Rosa trascorse la sua giovinezza in preghiera e contemplazione, dedicandosi alla carità e all’aiuto dei più bisognosi. Fu notata presto per la sua santità e la fama della sua vita virtuosa si diffuse rapidamente nella regione. Molte persone giunsero da ogni parte per vederla e chiederle consiglio spirituale.
All’età di soli 18 anni, Rosa decise di entrare nell’Ordine francescano, desiderosa di consacrare la sua vita interamente a Dio. Divenne un esempio di umiltà , povertà e castità per tutti quelli che la conoscevano. La sua vita di preghiera e penitenza la portò a vivere in stretta comunione con il Signore, fino al punto di ricevere visioni e rivelazioni mistiche.
Rosa fu anche dotata di carismi straordinari, come quello della profezia e della guarigione. Molte persone affette da malattie incurabili si avvicinarono a lei con fede e ottennero la completa guarigione. La sua presenza diventò un faro di speranza per i malati e i bisognosi, che vedevano in lei un’amica e un sostegno sicuro.
Durante la sua breve vita, Rosa fu chiamata a svolgere un ruolo importante nella società del suo tempo. Si adoperò per la pace e la riconciliazione tra le fazioni in lotta, cercando di instaurare un clima di fraternità e solidarietà . La sua voce profetica denunciò le ingiustizie e le violenze, invitando tutti alla conversione e alla pace.
Santa Rosa morì il 6 marzo del 1251, all’età di soli 18 anni, lasciando dietro di sé una testimonianza di santità e di amore per Dio. La sua vita fu segnata da sacrifici e prove, ma anche da una gioia interiore che nessuna difficoltà poteva toglierle. La sua santità fu riconosciuta dalla Chiesa cattolica, che la proclamò beata nel 1457 e santa nel 1459.
Ogni anno, il 6 marzo, i fedeli di Viterbo e di tutto il mondo si riuniscono per celebrare la festa di Santa Rosa. Le chiese si riempiono di fiori e di candele in segno di devozione, mentre le processioni in onore della santa attraversano le strade della città . I pellegrini accorrono numerosi per pregare davanti alla sua tomba e chiedere la sua intercessione.

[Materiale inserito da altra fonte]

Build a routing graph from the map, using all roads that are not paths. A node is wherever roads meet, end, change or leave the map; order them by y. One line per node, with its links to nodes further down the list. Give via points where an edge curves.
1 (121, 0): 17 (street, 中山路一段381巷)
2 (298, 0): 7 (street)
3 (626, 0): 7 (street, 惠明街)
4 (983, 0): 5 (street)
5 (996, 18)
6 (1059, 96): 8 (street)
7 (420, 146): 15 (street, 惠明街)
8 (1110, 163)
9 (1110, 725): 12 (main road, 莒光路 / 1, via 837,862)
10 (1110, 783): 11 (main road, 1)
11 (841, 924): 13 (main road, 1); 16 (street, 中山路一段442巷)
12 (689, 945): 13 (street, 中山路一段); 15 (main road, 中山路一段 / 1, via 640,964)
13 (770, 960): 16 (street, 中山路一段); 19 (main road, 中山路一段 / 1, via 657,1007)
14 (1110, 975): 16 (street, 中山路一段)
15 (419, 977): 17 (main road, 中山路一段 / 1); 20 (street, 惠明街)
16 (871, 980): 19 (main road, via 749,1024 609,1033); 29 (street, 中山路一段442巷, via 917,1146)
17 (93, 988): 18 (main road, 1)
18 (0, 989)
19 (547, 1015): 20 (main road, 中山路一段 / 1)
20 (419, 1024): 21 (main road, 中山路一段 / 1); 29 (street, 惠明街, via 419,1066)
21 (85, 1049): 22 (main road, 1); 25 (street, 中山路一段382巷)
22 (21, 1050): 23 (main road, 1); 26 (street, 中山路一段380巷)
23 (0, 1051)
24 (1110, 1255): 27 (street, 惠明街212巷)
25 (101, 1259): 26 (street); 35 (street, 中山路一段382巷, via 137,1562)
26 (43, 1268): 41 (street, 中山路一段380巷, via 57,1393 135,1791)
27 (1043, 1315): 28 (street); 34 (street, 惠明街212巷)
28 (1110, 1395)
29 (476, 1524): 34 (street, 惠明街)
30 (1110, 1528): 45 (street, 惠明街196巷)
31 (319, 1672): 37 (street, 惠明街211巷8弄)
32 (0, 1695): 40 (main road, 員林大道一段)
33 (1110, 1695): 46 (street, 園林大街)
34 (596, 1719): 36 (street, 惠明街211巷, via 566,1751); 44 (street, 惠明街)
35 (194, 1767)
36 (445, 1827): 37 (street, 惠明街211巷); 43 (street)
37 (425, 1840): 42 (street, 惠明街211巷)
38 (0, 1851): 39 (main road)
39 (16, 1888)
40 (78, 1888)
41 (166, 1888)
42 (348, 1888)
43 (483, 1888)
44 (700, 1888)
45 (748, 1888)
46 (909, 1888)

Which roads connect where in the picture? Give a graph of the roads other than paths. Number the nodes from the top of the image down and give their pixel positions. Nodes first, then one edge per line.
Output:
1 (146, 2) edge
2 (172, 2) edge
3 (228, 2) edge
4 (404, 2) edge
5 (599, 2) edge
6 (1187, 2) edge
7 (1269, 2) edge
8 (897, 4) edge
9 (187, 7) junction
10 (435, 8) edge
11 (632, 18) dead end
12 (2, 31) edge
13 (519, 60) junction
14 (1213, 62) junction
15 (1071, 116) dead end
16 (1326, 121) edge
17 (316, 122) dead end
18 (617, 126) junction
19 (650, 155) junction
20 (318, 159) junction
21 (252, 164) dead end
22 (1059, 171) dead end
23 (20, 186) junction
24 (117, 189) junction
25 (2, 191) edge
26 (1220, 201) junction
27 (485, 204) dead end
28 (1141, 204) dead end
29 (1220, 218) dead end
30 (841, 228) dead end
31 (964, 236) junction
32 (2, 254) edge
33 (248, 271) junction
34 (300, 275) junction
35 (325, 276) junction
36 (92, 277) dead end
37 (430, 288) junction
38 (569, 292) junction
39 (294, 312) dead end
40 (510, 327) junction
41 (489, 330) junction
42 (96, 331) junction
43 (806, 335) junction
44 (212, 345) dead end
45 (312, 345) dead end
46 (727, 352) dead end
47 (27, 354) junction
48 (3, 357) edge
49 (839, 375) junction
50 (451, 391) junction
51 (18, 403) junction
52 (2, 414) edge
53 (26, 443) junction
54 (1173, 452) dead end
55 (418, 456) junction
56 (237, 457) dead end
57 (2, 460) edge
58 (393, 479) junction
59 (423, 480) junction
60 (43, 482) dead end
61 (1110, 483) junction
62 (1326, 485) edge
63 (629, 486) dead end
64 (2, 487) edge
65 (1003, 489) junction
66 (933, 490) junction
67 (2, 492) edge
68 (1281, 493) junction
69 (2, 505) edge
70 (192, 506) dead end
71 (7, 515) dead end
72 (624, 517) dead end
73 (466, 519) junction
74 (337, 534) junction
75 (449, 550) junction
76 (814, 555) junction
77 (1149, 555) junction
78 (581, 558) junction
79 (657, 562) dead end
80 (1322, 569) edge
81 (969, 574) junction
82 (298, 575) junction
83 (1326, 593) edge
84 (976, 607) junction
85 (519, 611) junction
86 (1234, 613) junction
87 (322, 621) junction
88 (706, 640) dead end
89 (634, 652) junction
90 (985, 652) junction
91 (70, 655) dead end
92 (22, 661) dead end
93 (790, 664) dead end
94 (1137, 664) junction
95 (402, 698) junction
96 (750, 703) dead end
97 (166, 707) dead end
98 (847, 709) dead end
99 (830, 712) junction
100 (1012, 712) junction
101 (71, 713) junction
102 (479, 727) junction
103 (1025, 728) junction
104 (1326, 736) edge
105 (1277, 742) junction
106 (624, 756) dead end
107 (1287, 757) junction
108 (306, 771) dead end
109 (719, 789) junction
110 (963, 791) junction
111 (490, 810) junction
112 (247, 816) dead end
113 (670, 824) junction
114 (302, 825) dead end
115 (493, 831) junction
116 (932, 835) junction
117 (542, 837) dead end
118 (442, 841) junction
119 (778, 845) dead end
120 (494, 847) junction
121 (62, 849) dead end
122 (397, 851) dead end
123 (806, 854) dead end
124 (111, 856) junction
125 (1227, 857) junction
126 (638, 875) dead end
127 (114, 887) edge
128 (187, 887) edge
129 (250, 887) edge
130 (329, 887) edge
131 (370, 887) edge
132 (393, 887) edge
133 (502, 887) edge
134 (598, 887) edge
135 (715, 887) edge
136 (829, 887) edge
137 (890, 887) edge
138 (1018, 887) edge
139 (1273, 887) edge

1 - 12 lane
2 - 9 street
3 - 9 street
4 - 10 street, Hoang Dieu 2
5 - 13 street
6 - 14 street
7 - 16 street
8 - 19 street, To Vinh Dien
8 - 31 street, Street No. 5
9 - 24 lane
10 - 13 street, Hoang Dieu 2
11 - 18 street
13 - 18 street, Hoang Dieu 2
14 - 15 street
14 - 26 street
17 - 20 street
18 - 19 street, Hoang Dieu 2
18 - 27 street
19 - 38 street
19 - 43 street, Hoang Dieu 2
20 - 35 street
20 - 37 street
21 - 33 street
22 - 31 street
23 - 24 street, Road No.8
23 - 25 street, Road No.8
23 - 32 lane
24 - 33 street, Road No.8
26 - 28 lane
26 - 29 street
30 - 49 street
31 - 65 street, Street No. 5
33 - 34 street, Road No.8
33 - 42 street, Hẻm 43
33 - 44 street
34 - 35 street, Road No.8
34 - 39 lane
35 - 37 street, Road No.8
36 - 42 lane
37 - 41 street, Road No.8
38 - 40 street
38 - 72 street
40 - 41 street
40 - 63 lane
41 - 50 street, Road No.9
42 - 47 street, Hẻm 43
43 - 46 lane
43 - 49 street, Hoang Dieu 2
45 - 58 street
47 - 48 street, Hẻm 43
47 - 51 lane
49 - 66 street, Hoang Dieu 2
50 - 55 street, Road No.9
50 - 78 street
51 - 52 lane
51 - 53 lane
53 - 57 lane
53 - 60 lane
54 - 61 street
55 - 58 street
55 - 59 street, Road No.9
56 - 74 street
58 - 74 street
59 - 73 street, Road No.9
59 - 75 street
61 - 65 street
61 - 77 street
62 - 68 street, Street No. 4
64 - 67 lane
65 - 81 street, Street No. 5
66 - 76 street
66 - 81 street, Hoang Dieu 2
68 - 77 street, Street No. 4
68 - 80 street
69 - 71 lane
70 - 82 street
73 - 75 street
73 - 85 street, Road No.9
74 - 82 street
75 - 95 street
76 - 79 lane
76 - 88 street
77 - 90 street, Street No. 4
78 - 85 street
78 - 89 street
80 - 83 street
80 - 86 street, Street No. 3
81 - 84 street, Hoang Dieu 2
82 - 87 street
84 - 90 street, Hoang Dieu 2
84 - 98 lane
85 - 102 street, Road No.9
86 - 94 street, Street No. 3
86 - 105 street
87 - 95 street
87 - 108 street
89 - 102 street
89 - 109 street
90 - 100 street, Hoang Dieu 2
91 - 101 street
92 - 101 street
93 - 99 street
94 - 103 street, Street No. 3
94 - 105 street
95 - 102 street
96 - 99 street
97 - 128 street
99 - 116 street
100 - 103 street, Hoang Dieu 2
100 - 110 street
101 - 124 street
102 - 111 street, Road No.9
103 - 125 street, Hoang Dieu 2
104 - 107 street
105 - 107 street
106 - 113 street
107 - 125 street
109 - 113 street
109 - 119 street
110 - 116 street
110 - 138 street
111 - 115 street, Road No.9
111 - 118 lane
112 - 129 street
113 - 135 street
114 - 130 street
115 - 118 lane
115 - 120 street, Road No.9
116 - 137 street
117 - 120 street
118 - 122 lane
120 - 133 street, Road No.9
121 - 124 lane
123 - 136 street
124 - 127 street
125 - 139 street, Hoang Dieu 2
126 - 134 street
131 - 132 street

Santa Rosa da Viterbo è stata scelta come patrona della città di Viterbo e dei francescani secolari. La sua figura di giovane donna appassionata per il Signore continua ad ispirare quanti la conoscono, invitandoli a seguire il suo esempio di fede e di carità . La sua vita ci ricorda che anche i più giovani possono essere testimoni della presenza di Dio nel mondo e portatori di speranza per tutti.
In un’epoca segnata dal materialismo e dalla superficialità , Santa Rosa da Viterbo ci invita a mettere al centro della nostra vita la ricerca di Dio e il servizio agli altri. La sua santità ci ricorda che la vera gioia si trova nel donarsi senza riserve e nell’amare con generosità . Possiamo apprendere da lei la lezione della semplicità e dell’umiltà , della fiducia in Dio e della pazienza di fronte alle difficoltà .
Nel celebrare la festa di Santa Rosa da Viterbo, possiamo domandarci come possiamo imitare la sua santità nella nostra vita quotidiana. Possiamo chiedere alla santa vergine di guidarci sulla strada della fede e della carità , affinché anche noi possiamo diventare testimoni della presenza di Dio nel mondo. Che Santa Rosa ci aiuti a vivere con passione il Vangelo e a testimoniare con coraggio la nostra fede, seguendo il suo esempio di amore e di sacrificio.